== Exercise data ==
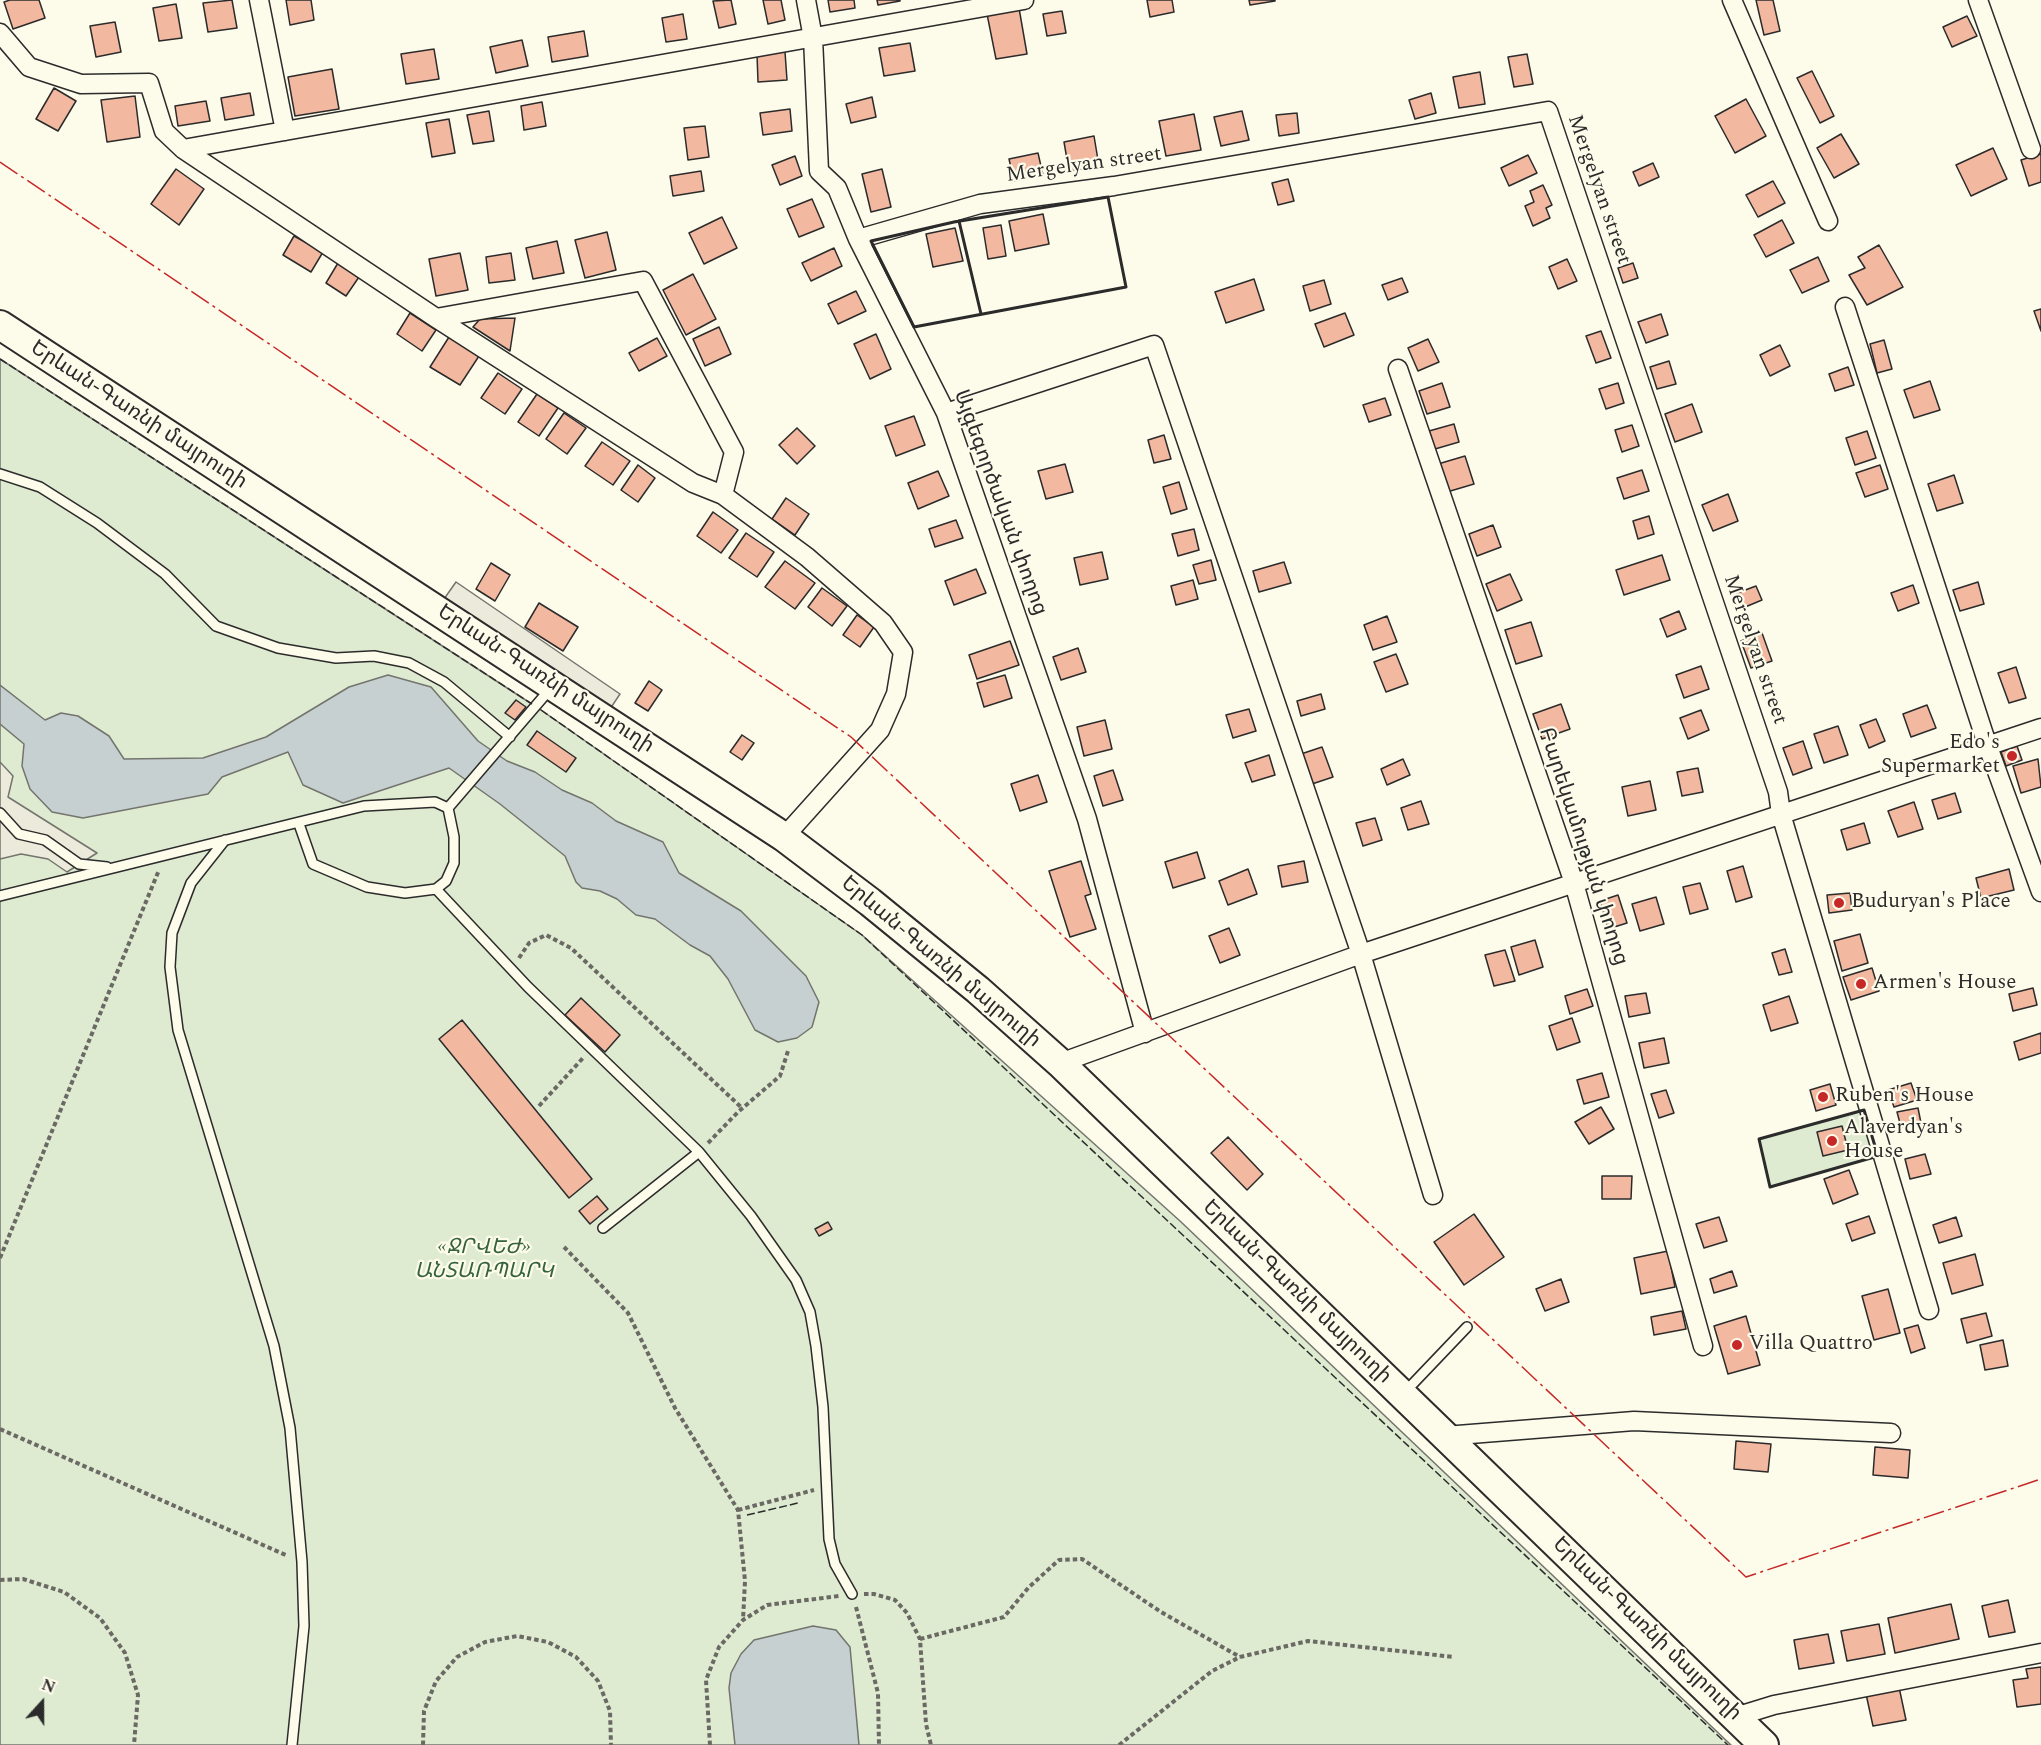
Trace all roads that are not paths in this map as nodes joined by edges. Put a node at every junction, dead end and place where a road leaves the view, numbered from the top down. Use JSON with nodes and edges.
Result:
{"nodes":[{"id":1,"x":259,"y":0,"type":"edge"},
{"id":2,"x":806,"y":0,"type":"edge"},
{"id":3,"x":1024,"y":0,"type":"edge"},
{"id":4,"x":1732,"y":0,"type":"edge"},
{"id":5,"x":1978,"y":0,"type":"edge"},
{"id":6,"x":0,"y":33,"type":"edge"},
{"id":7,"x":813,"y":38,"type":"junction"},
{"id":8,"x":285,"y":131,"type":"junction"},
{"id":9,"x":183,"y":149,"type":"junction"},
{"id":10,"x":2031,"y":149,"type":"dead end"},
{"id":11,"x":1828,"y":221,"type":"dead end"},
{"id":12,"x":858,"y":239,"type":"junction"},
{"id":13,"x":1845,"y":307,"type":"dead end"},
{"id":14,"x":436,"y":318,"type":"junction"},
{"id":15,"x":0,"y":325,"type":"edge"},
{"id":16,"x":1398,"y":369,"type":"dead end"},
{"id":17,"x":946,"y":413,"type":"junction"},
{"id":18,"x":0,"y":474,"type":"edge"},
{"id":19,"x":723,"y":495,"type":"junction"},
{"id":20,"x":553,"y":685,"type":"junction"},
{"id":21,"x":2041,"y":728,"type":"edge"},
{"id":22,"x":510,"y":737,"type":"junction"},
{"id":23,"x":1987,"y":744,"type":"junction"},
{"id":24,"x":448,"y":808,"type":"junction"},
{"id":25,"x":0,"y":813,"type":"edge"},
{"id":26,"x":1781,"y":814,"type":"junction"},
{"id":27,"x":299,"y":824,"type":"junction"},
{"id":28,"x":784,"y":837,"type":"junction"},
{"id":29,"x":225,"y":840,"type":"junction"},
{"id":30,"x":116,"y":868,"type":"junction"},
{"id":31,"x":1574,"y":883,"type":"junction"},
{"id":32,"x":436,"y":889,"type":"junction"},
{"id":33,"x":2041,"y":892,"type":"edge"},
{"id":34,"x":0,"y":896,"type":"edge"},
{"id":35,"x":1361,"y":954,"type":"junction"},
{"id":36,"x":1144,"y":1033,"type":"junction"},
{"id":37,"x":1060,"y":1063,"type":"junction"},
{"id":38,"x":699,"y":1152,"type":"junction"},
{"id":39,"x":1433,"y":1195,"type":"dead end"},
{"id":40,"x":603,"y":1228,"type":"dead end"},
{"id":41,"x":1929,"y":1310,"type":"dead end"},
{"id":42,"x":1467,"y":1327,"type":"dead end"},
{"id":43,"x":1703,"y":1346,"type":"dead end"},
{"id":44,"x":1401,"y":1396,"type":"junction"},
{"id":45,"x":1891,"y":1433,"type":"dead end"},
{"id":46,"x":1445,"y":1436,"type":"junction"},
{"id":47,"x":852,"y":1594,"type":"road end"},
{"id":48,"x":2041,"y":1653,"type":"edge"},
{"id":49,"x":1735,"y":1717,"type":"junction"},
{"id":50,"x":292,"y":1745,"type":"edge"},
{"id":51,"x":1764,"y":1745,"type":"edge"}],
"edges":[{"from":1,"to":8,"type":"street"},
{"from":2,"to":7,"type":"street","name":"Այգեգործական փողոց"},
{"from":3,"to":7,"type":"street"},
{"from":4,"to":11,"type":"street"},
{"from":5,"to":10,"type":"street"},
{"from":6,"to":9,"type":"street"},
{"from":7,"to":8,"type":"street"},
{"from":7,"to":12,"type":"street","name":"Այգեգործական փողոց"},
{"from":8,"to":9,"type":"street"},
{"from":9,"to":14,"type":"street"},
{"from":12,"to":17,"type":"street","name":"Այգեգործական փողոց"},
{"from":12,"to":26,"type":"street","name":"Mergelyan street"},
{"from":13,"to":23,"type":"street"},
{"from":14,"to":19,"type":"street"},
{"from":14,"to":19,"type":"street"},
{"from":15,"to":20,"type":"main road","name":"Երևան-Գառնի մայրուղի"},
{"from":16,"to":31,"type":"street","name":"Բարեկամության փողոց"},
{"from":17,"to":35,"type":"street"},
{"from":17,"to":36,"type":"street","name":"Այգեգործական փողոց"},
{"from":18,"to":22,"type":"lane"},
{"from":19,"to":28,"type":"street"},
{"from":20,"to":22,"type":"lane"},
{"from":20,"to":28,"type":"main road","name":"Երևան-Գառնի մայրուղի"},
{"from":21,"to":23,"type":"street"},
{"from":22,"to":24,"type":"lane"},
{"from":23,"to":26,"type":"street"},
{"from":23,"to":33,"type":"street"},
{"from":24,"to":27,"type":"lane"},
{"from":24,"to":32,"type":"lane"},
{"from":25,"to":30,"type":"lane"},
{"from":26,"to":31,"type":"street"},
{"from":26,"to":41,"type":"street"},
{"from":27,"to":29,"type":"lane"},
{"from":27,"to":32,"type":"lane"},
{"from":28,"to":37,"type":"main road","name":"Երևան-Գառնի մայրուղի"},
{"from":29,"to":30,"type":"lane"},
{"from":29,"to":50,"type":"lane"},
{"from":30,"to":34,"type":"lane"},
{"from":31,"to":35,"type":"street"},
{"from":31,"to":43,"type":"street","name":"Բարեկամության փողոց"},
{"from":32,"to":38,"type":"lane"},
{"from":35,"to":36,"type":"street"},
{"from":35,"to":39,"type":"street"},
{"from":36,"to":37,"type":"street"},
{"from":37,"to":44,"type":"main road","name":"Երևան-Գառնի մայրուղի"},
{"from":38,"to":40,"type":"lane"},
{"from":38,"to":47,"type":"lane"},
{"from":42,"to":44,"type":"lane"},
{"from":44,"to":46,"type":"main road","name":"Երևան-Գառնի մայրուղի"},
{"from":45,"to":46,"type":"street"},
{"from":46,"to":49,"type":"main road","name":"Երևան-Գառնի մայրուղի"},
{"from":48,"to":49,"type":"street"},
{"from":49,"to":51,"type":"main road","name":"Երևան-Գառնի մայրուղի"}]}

==

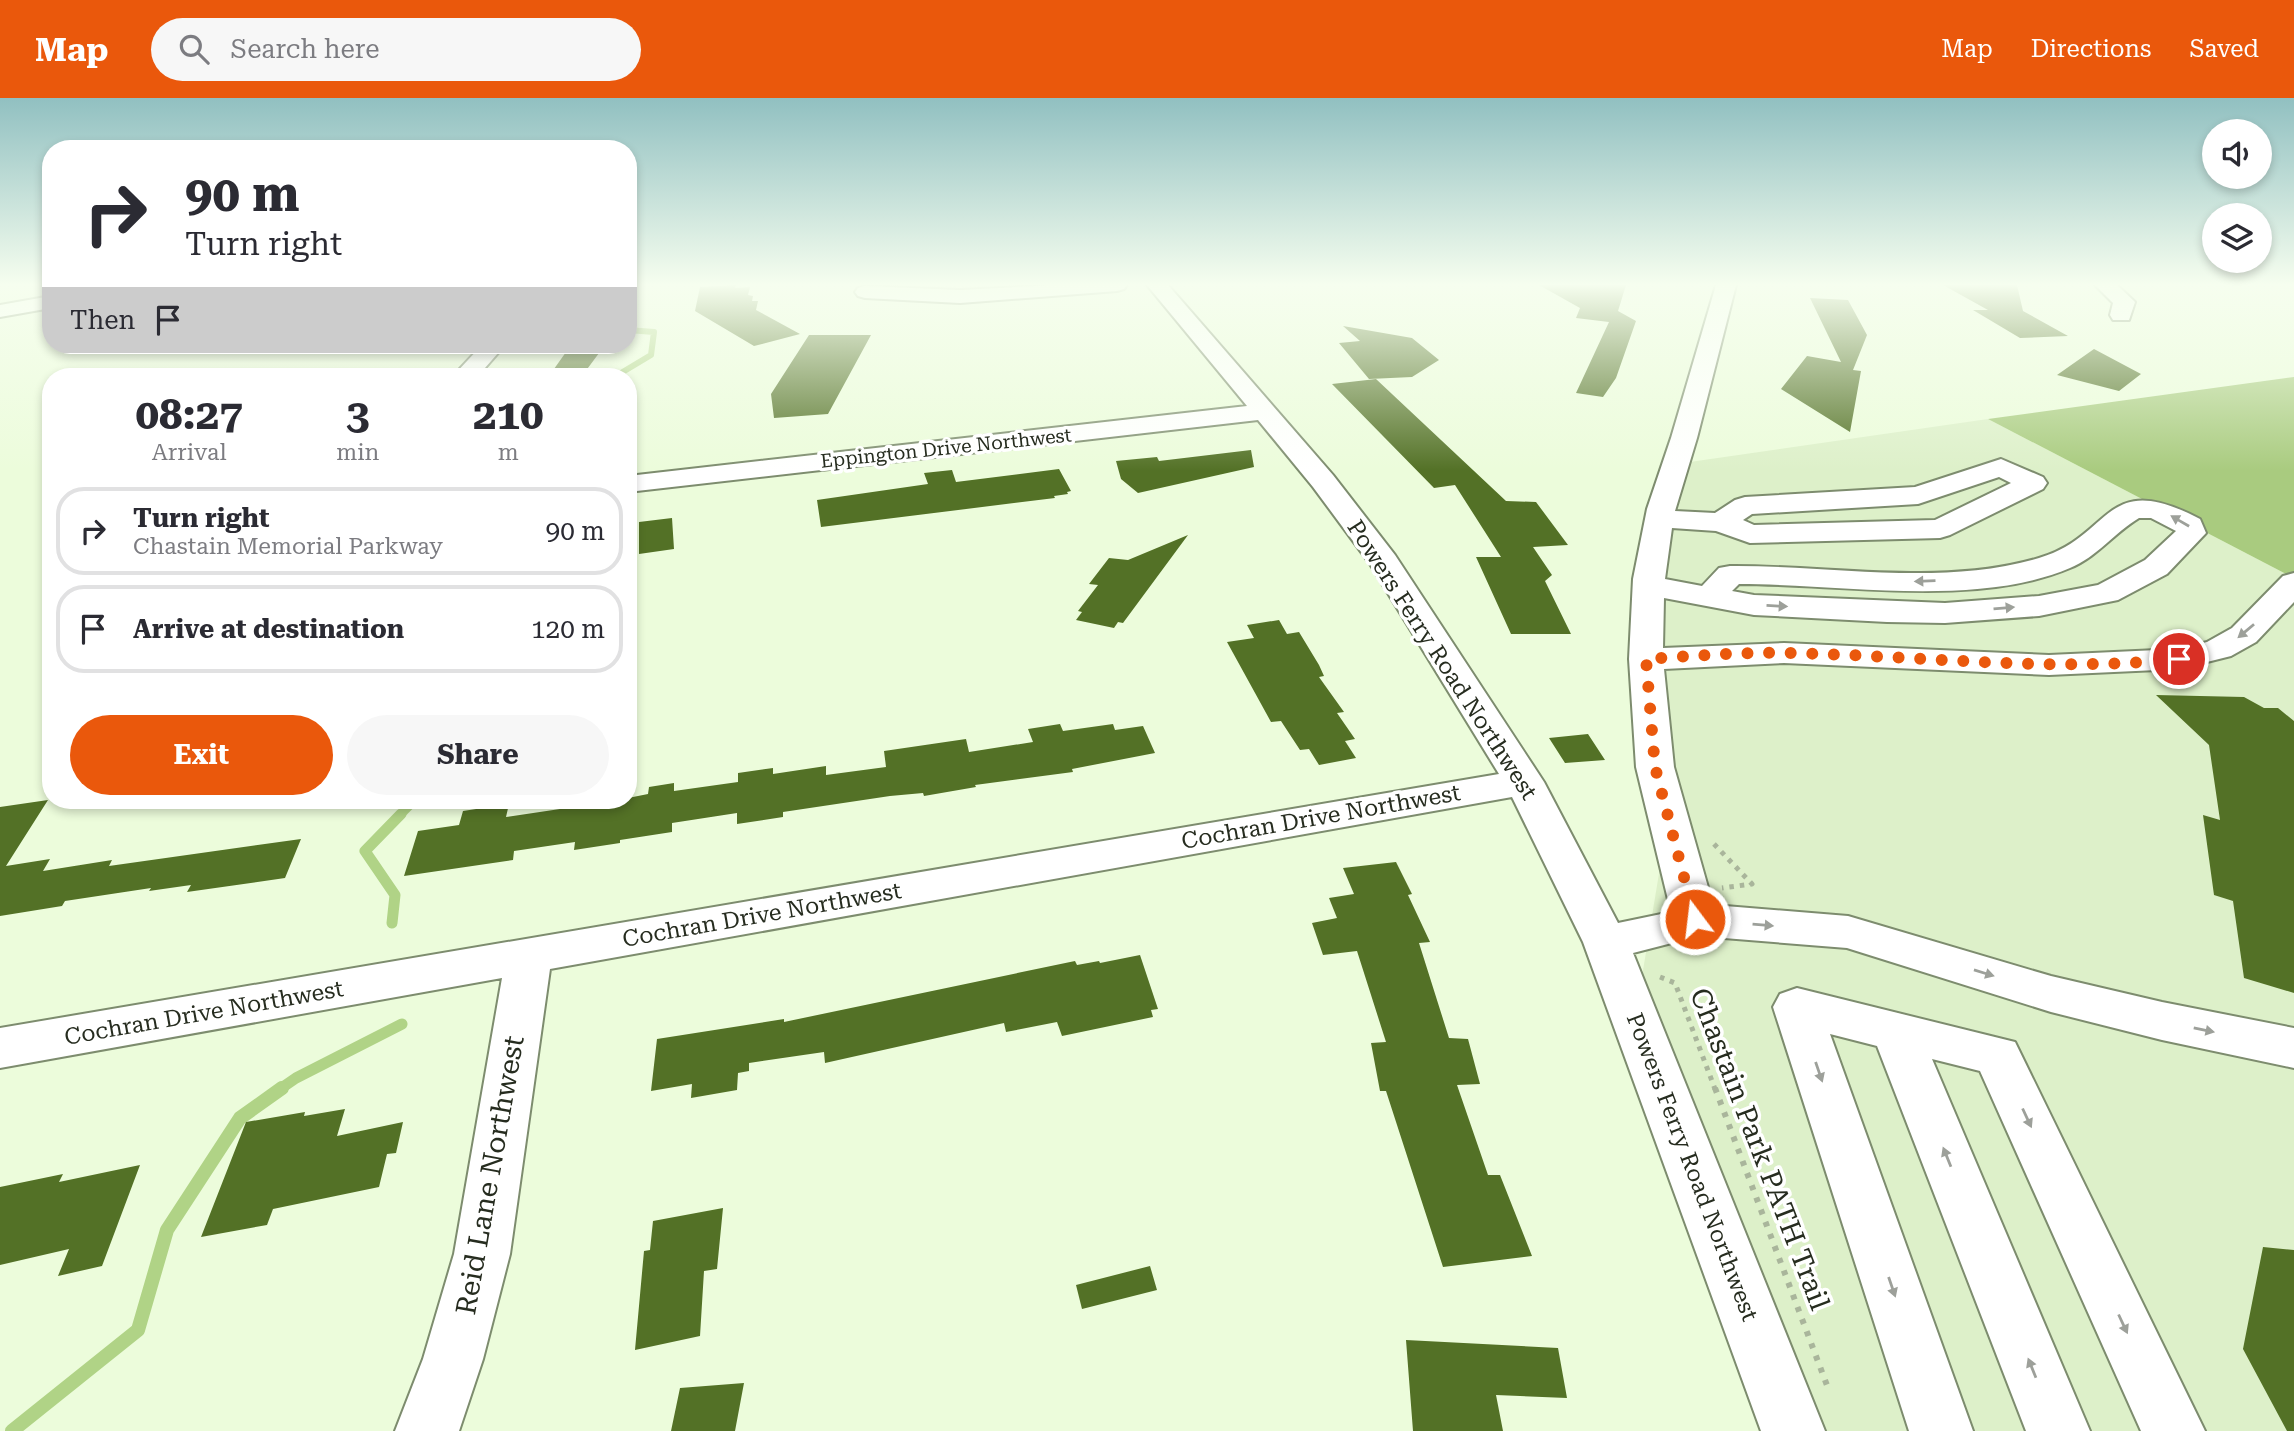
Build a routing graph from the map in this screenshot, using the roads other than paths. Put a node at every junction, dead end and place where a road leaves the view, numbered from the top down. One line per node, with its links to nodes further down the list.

== Exercise ==
For every line of the data above that contains "where", copy that line.

== Result below ==
Trace all roads that are not paths in this map as nodes joined by edges. Put a node at every junction, dead end and place where a road leaves the view, numbered from the top down. Use JSON with nodes and edges.
Build a routing graph from the map in this screenshot, using the roads other than paths. Put a node at every junction, dead end and place where a road leaves the view, numbered from the top down. One line per node, with its links to nodes further down the list.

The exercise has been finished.